If you haven’t already secured housing, start saving. Set up an automatic transfer from your bank account to your savings account. If you aren’t automatically transferring money out of your account, put it on your calendar to take a chunk of money out each month. Anytime you have some extra cash, contribute it to your savings. This will be easier than ever if you get paid via direct deposit. Just have your bank split each paycheck in half and deposit half into checking and use that amount until all of it is gone—then transfer whatever is left over into savings. No more extra money. Contribute what's left over right away so it's not even tempting anymore.

2) Finding roommates

Before you start looking for housing, make sure you know who will be living with you. Find potential roommates by asking friends or posting your needs on Craigslist, Facebook, or Twitter. Once you’ve found someone, talk about each other’s habits and how those might mesh in your future apartment before agreeing to live together. After all, two people who cannot stand each other do not make a good living situation.
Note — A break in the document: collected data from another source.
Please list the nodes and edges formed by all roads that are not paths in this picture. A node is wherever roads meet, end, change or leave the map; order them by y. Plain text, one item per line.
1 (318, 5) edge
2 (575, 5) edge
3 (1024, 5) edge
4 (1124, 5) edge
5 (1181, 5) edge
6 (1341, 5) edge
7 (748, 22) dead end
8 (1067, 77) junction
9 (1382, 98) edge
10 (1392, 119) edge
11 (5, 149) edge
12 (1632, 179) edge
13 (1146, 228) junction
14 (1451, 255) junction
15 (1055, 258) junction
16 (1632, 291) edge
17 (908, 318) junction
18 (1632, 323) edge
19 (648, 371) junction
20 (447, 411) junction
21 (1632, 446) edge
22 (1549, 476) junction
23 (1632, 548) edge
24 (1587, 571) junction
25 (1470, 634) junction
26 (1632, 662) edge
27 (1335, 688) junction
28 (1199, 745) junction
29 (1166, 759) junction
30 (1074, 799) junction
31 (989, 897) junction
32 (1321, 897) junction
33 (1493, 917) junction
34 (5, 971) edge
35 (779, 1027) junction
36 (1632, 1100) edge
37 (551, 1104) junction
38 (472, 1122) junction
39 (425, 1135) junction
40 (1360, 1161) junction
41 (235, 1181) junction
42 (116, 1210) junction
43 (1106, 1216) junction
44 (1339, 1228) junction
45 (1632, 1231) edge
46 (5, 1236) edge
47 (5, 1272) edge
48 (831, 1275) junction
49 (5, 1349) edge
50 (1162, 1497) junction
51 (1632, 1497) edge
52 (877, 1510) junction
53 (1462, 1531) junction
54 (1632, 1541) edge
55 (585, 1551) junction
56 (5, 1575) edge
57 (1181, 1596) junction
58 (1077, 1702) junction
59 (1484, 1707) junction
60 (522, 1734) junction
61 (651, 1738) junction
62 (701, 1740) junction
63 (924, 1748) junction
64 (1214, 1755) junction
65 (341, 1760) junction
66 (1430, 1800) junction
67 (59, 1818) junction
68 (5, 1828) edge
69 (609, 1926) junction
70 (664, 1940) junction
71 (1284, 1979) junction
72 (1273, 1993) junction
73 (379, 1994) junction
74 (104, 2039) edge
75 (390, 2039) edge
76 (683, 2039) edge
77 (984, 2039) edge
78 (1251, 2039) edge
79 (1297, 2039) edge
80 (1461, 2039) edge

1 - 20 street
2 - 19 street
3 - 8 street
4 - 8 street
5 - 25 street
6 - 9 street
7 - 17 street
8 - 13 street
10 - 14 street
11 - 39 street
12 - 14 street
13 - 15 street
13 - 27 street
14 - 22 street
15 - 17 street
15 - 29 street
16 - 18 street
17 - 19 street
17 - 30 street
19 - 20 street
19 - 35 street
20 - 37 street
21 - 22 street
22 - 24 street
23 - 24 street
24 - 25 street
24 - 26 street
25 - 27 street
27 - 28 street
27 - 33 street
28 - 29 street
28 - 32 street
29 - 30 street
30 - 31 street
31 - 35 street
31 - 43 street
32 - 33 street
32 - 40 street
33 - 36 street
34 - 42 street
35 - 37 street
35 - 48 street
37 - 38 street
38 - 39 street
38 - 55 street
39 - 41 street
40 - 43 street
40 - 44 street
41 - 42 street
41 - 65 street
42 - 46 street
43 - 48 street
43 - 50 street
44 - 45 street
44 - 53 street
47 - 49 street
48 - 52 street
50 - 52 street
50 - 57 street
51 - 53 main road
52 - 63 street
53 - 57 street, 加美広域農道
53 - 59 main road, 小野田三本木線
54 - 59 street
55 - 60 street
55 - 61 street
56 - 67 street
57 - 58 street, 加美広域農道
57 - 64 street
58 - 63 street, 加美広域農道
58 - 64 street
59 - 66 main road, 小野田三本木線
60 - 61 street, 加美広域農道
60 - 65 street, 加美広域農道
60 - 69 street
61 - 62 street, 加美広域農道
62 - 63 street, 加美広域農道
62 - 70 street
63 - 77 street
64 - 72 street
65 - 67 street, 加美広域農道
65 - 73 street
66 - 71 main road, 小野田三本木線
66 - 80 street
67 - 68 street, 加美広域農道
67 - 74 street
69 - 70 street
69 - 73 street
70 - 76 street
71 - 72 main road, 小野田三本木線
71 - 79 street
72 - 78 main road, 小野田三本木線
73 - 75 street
3) Moving into a single room

If you are one of many students sharing an apartment, it is likely that you will be moving into a single room. Your individual living situation can really affect your expenses, so here is an important tip to consider if you're looking to live on your own in school. Find an on-campus job: Getting involved on campus is important no matter what college you attend, but it’s especially crucial for university students trying to find affordable housing. It doesn’t matter what position you apply for — from answering phones at Career Services to helping out with events at Orientation — employers want student employees who are eager and dependable. The more responsibilities you take on during your time in school, the more likely employers will be interested in hiring you after graduation.

4) Rent is usually due in the middle of the month

It might seem obvious, but it’s important to note that rent is due on or around the 15th of each month (or in some cases, before). Make sure you allow enough time to receive your payment by then. It might be worth exploring flexible lease agreements that don’t tie rent directly to paydays. Make sure you set yourself up for success from day one.

5) Consider off-campus options such as homestays

While you’re at university, it might seem logical to live on campus. After all, your schedule will be busy with class, extracurricular activities and studying. However, most students find that living off-campus gives them back time that would otherwise be spent commuting or waiting in lines to get into on-campus housing. Off-campus housing options are numerous and range from group homes and apartments shared with friends to traditional homestays. Research potential options online or talk to other students already living off-campus about their experiences; making connections before you arrive can save you time once classes start.

6) Study your lease carefully before signing it

You don’t want to find out you aren’t allowed to have pets, have to sublease, or need to move out early after you’ve signed on your dotted line. Make sure your lease is clear and unambiguous before signing it. If there are other housemates involved, make sure everyone reads it together and signs it together. You also want to be aware of when rent payments are due, who is responsible for what utilities, which parts of your lease are negotiable (for example, having permission to have pets), if anything in your lease is illegal (like discrimination based on race or gender) and anything else that would help clarify what both you and your landlord are responsible for throughout the duration of your tenancy.

7) Don’t spend beyond your means during freshers week

Freshers week is intended to be an opportunity to make new friends and find out more about university life. However, many freshers blow their student loan in just one weekend of partying. If you’re looking to start your university degree with some savings leftover, it’s best to avoid emptying your bank account in your first few days at university. You can do everything (and have just as much fun) by spending within your means; most students never learn that it’s possible to party on a budget—but fortunately, it is.